* _EXERCISE DESCRIPTION_: Only the count is needed. Count the lines below with the word "header" in them.

(Collected data)

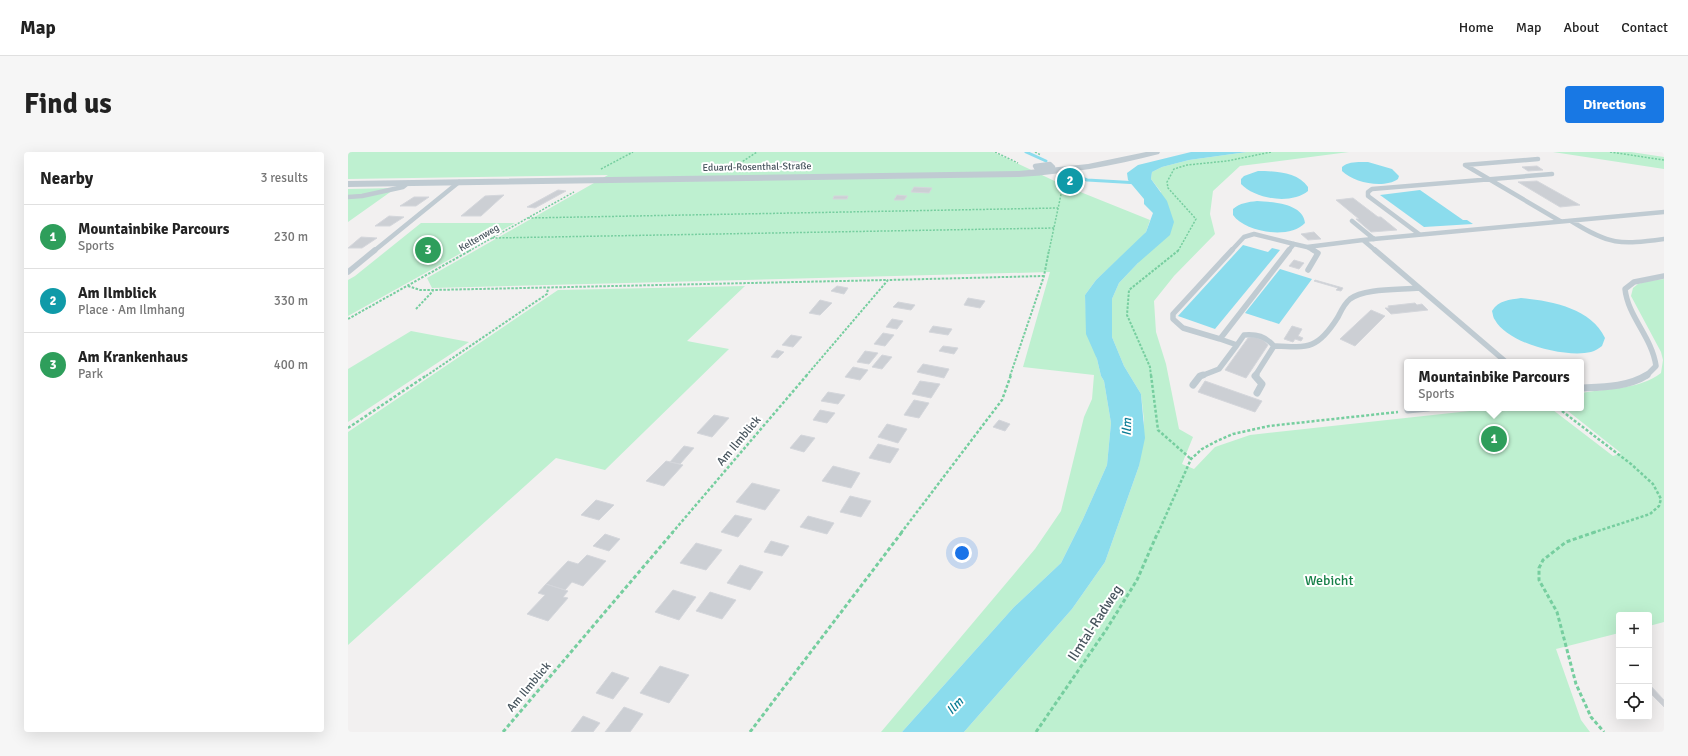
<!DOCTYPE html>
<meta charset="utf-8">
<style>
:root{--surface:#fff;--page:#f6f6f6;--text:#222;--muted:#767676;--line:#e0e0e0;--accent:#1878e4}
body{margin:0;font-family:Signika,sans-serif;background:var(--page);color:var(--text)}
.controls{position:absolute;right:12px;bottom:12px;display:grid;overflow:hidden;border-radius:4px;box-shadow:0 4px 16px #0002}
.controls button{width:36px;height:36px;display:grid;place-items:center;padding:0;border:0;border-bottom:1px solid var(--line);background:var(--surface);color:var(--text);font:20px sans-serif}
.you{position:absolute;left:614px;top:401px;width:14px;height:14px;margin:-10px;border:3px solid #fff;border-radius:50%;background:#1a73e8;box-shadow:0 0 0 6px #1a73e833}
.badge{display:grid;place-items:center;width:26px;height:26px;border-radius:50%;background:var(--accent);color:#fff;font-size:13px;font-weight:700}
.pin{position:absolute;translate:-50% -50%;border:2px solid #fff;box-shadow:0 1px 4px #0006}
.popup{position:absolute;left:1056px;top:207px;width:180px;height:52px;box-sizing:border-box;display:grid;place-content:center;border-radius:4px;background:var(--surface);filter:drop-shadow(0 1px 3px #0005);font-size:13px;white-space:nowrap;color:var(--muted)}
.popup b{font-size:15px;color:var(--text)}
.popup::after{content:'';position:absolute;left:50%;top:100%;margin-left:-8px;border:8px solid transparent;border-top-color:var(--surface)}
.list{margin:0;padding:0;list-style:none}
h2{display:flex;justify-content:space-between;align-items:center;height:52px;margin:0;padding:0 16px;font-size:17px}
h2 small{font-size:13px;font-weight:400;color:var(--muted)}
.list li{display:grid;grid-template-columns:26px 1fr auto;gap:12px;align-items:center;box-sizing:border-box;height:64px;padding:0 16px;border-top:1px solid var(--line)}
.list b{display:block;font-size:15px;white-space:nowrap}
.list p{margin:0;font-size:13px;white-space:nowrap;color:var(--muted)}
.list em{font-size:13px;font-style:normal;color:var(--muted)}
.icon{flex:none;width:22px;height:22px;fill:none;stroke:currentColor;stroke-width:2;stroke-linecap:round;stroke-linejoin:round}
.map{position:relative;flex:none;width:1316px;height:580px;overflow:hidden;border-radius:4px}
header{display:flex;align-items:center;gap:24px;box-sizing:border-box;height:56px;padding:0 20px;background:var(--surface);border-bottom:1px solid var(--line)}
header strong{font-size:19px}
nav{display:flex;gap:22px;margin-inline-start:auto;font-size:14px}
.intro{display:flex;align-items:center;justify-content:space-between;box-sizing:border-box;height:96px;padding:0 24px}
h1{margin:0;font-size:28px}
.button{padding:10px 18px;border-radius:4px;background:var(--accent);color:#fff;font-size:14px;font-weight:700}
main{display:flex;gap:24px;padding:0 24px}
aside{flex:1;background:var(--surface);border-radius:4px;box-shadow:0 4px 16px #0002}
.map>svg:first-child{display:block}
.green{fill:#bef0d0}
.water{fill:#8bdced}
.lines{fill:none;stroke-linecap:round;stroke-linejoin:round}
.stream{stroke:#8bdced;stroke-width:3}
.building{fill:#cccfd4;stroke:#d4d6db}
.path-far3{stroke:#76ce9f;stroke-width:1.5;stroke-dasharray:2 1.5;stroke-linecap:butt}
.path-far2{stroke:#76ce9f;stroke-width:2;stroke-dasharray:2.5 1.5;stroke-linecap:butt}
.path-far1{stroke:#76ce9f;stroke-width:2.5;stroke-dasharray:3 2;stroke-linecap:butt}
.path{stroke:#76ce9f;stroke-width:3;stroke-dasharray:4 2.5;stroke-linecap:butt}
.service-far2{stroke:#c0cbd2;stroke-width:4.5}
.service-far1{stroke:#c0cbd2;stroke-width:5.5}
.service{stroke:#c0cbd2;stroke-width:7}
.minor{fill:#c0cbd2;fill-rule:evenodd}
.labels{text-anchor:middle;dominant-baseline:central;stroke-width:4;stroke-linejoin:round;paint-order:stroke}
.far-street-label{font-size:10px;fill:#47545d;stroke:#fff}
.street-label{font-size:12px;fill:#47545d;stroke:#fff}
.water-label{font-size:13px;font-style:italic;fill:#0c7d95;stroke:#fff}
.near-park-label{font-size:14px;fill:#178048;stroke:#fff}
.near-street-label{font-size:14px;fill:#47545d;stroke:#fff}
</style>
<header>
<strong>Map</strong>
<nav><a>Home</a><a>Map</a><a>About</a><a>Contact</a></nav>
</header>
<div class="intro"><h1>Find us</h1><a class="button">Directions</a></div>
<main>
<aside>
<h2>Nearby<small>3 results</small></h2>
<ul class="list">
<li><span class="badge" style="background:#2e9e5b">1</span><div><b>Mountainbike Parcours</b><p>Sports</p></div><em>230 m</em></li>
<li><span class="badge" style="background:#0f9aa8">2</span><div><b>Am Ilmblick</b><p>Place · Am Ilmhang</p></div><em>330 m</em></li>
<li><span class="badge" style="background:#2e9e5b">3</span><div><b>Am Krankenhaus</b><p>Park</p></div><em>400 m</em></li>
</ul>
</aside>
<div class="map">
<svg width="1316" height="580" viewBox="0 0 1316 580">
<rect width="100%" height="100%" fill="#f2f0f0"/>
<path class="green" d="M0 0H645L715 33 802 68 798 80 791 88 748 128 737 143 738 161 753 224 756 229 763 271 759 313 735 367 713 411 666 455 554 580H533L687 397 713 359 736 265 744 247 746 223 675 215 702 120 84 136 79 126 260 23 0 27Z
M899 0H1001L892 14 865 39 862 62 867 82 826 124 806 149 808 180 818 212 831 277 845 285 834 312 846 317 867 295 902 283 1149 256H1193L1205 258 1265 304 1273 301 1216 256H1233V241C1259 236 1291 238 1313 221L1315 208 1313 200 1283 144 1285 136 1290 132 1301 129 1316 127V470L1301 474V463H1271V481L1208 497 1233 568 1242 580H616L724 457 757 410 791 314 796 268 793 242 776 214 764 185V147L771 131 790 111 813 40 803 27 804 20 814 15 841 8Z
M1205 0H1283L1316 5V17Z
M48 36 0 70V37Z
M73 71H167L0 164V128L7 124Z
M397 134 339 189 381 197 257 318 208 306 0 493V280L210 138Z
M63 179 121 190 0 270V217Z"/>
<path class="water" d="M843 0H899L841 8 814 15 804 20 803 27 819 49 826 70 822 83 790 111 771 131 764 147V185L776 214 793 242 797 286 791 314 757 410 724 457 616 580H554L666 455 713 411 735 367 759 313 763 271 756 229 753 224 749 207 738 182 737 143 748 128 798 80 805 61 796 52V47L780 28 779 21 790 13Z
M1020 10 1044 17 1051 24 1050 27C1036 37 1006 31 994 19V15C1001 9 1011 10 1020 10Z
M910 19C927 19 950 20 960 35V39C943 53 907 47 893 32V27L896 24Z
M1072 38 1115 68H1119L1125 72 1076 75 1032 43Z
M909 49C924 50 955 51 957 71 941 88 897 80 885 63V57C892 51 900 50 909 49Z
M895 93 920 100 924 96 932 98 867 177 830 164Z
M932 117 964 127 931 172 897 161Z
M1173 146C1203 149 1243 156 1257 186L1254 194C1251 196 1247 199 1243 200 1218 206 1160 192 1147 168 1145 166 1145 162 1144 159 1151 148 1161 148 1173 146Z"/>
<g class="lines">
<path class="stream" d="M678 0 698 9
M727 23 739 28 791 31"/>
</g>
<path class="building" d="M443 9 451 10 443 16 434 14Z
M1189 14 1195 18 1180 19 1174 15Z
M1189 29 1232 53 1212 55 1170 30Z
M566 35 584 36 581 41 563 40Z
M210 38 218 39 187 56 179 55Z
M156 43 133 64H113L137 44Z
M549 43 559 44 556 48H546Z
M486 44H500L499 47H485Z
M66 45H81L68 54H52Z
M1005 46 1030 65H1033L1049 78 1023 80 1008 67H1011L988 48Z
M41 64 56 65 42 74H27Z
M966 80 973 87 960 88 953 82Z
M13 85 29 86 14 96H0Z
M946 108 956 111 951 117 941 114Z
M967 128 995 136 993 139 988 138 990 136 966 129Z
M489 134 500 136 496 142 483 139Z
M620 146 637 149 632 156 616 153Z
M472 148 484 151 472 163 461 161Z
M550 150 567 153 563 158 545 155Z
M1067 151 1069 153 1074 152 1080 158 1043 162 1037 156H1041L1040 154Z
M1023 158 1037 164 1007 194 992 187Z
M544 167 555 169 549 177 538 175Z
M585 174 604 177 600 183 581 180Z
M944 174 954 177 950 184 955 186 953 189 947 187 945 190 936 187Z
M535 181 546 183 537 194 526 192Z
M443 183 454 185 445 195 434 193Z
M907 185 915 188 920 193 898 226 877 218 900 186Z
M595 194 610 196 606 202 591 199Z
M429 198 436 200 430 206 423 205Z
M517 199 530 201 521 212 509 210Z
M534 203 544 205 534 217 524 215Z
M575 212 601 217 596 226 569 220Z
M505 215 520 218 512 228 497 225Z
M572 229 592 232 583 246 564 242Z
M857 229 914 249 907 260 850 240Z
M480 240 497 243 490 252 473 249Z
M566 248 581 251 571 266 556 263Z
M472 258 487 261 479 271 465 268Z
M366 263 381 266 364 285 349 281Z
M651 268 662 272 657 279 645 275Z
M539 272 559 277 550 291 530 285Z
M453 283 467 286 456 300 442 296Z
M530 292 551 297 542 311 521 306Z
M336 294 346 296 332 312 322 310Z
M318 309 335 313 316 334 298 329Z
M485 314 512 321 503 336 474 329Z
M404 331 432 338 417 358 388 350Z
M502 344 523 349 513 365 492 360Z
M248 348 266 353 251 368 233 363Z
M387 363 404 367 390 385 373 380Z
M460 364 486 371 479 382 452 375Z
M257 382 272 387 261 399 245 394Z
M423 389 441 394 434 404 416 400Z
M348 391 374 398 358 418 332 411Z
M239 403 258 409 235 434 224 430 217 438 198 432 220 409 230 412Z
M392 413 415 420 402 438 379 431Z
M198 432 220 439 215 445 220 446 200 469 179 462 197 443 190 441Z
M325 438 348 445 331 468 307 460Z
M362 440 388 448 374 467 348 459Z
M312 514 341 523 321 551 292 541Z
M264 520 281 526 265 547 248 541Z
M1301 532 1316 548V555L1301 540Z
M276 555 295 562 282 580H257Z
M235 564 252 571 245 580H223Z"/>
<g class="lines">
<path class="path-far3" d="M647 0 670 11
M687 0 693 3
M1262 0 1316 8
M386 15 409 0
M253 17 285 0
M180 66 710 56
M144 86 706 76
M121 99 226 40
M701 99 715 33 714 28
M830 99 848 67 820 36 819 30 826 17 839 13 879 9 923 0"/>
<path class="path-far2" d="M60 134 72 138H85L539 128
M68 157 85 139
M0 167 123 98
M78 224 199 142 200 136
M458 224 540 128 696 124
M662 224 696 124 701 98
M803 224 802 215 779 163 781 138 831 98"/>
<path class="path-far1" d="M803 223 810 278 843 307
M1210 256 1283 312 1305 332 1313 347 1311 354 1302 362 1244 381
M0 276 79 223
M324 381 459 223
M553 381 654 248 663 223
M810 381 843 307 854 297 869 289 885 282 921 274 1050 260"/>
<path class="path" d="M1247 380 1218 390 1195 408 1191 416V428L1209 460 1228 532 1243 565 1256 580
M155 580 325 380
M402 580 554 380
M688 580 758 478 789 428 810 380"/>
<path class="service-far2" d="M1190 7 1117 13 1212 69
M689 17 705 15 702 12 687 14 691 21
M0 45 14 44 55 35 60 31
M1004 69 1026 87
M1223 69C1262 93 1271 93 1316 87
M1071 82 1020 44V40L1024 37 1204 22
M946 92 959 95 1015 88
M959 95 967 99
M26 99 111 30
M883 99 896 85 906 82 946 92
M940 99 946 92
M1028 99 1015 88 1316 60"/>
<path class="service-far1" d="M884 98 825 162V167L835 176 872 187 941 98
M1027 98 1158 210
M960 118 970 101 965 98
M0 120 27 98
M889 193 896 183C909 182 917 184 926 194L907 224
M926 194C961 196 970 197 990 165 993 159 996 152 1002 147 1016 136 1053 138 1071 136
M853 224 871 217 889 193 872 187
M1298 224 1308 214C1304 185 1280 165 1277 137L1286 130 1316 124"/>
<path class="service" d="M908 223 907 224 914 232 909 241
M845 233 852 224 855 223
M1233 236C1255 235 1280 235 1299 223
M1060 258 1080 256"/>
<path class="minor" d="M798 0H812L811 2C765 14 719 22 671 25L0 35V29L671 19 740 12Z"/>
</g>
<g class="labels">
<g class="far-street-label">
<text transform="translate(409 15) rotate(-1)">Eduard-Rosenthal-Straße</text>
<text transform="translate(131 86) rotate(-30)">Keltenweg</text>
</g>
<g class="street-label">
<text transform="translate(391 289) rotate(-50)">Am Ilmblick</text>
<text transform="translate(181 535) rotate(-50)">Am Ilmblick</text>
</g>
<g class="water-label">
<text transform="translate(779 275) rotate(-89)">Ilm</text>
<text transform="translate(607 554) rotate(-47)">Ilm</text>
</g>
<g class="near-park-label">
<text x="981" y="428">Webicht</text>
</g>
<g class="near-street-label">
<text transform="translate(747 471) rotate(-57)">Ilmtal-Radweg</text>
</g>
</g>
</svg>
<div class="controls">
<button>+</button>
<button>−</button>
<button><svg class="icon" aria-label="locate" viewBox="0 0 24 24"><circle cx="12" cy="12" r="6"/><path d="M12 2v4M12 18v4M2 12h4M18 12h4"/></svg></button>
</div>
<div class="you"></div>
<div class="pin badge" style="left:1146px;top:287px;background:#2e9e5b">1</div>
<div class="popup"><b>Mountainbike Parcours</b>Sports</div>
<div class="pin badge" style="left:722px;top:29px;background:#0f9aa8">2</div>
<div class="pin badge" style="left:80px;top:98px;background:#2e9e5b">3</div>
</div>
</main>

* _FINISHED TASK_: 4